> [WHAT NEEDS TO BE DONE]: Set down exactly the lines from the one containing "middle pip: (1416, 852)" through the end of the records below, both included, and nothing else.

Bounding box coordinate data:
##########

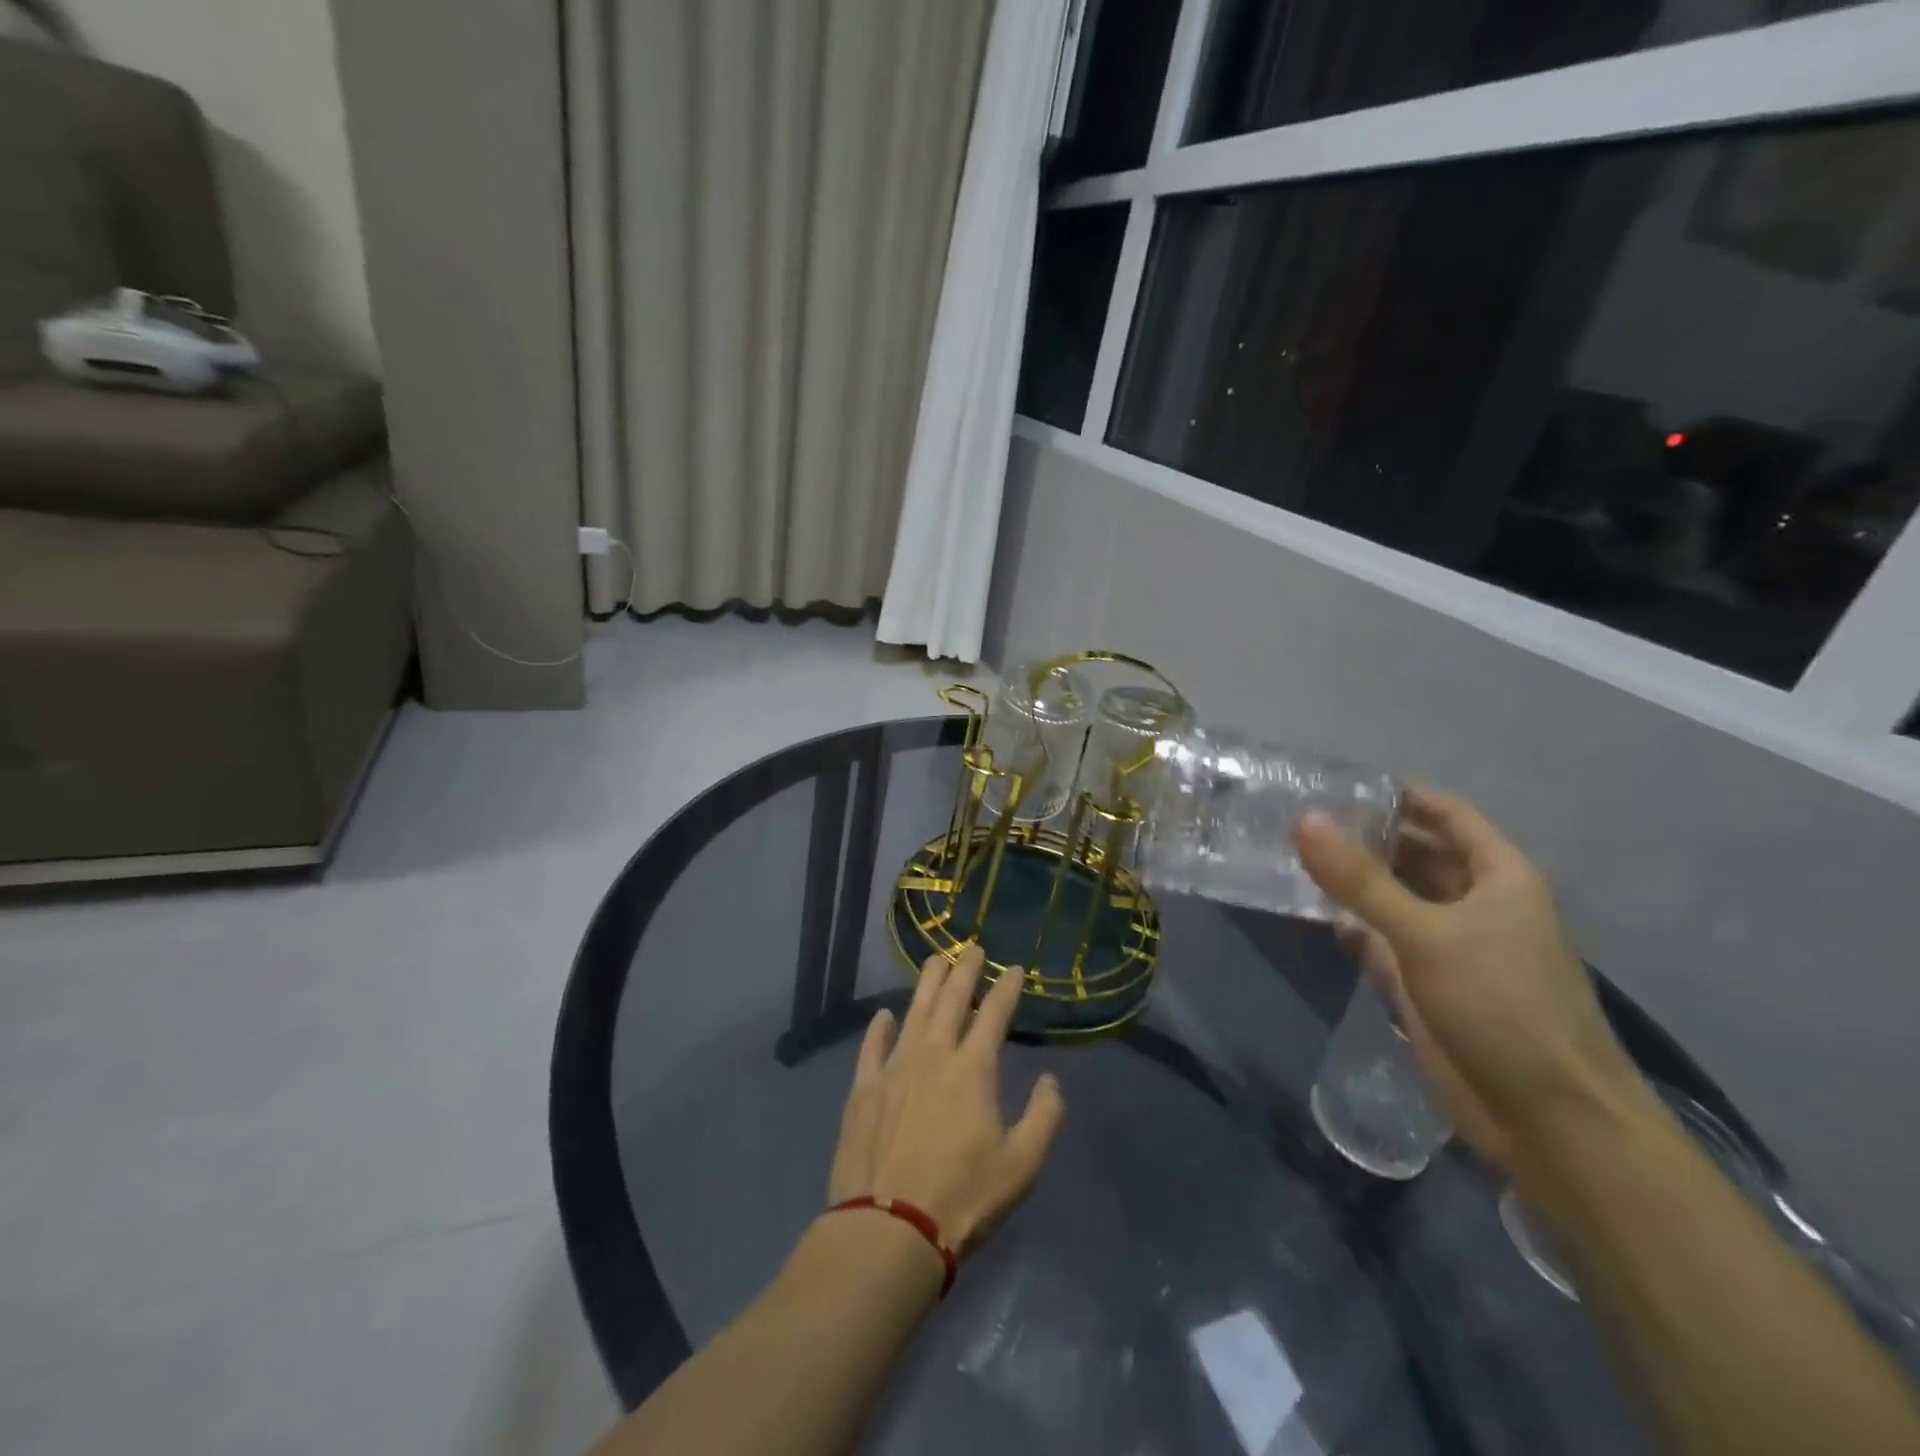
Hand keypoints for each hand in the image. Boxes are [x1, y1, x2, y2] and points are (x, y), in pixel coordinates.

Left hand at [827, 945, 1065, 1253]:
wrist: (889, 1229)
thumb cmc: (963, 1199)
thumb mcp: (1022, 1166)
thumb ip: (1045, 1117)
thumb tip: (1051, 1080)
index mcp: (973, 1069)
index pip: (994, 1014)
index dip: (1006, 987)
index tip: (1014, 968)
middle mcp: (933, 1055)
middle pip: (951, 1000)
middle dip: (964, 970)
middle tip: (971, 948)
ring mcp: (894, 1068)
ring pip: (914, 1012)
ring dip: (926, 983)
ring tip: (935, 960)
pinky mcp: (863, 1089)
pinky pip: (872, 1047)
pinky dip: (879, 1027)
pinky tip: (884, 1015)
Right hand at [1295, 787, 1641, 1170]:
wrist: (1548, 1119)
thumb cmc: (1503, 1006)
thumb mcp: (1427, 934)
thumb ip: (1361, 880)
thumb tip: (1304, 820)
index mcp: (1498, 876)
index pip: (1446, 814)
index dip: (1399, 794)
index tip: (1338, 781)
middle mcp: (1475, 902)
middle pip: (1416, 852)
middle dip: (1366, 835)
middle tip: (1298, 816)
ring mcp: (1449, 944)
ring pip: (1394, 895)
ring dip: (1353, 879)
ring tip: (1292, 853)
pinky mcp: (1424, 981)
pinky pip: (1380, 937)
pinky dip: (1349, 923)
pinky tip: (1309, 909)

##########

> [OUTPUT OF THE EXERCISE]:
middle pip: (1416, 852)
middle dip: (1366, 835)
middle tip: (1298, 816)
ring mcp: (1449, 944)
ring pip: (1394, 895)
ring dip: (1353, 879)
ring tip: (1292, 853)
pinky mcp: (1424, 981)
pinky pip: (1380, 937)
pinky dip: (1349, 923)
pinky tip: (1309, 909)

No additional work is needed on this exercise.